Collected data>
▼

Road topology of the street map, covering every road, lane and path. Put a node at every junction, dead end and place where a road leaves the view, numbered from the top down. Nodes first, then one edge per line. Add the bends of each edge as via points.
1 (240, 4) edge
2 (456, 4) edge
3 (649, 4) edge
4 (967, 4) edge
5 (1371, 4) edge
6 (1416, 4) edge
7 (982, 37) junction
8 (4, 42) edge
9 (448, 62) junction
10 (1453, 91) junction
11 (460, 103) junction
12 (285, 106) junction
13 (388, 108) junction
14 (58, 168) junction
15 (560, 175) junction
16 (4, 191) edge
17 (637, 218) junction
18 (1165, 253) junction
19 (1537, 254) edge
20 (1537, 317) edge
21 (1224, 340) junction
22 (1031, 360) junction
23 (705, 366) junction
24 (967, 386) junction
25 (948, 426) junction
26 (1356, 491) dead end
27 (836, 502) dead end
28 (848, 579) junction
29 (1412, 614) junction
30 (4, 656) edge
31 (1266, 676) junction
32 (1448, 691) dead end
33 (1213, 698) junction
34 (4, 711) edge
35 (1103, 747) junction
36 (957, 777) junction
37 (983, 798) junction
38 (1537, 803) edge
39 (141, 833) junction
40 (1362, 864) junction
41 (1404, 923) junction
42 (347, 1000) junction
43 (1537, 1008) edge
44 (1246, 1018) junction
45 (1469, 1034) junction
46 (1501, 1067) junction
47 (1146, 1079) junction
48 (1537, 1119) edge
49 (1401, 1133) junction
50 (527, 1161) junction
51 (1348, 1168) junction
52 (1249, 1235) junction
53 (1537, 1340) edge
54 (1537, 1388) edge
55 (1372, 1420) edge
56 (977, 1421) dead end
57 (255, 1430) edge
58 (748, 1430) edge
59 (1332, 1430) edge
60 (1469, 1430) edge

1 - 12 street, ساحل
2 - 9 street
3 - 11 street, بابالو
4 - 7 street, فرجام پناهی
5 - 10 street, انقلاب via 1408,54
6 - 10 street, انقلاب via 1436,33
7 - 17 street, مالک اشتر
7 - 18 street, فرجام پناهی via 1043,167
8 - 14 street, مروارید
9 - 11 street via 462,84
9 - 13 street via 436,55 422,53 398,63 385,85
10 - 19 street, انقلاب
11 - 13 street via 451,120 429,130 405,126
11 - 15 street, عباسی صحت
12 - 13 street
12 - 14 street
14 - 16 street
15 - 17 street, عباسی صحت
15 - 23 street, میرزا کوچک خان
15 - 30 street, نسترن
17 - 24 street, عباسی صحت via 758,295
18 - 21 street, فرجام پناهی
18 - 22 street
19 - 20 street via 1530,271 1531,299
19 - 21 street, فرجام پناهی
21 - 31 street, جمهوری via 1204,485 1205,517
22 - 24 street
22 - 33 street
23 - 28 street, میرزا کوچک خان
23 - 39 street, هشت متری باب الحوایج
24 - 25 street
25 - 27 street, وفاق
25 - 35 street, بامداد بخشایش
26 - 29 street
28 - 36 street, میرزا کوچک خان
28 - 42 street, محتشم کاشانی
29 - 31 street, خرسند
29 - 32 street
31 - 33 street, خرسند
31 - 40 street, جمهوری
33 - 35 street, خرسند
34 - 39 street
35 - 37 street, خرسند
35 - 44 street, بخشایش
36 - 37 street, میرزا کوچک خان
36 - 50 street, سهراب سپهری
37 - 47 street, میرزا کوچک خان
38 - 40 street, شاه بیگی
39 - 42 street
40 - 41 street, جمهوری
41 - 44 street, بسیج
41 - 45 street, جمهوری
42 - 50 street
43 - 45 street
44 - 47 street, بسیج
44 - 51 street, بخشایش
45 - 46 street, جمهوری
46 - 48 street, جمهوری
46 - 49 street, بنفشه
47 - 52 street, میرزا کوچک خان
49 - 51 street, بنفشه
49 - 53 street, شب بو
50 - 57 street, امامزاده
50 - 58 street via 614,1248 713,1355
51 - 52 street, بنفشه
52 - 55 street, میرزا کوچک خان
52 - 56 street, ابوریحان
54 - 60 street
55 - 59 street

▲
▼

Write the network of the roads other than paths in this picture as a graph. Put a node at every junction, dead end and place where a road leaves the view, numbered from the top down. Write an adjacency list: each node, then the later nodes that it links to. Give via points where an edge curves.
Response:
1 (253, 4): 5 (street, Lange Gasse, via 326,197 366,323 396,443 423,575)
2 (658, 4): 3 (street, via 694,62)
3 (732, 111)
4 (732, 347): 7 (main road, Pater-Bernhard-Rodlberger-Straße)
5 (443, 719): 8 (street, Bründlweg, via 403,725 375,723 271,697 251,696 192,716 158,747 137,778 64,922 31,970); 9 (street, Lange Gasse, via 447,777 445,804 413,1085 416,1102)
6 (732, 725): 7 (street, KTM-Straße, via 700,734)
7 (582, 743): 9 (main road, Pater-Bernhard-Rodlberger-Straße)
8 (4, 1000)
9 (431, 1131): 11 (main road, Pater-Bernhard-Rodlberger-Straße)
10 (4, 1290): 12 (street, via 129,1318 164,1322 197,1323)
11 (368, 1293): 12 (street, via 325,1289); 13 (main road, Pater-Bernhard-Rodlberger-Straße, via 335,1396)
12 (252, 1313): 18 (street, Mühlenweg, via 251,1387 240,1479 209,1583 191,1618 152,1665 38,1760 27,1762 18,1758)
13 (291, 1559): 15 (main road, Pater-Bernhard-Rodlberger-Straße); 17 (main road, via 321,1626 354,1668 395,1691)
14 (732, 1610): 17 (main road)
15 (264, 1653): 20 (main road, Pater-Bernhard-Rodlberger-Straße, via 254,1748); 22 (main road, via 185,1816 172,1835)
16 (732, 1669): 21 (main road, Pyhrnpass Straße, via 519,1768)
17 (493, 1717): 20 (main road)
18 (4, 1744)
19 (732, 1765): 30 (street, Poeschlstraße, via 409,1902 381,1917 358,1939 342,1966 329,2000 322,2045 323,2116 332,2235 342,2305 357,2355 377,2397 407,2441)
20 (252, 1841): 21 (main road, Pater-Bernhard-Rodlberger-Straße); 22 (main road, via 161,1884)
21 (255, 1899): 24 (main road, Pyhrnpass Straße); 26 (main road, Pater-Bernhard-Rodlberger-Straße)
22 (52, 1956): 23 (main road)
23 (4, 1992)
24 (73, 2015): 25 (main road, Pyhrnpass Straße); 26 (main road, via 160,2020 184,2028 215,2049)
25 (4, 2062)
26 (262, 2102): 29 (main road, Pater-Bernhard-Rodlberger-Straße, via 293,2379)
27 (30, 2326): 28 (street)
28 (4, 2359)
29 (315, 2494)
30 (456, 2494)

▲

Task brief> Counting only lines that hold the string "عباسی", give the number of such lines in the records. Write nothing else.

Solution to the exercise> 3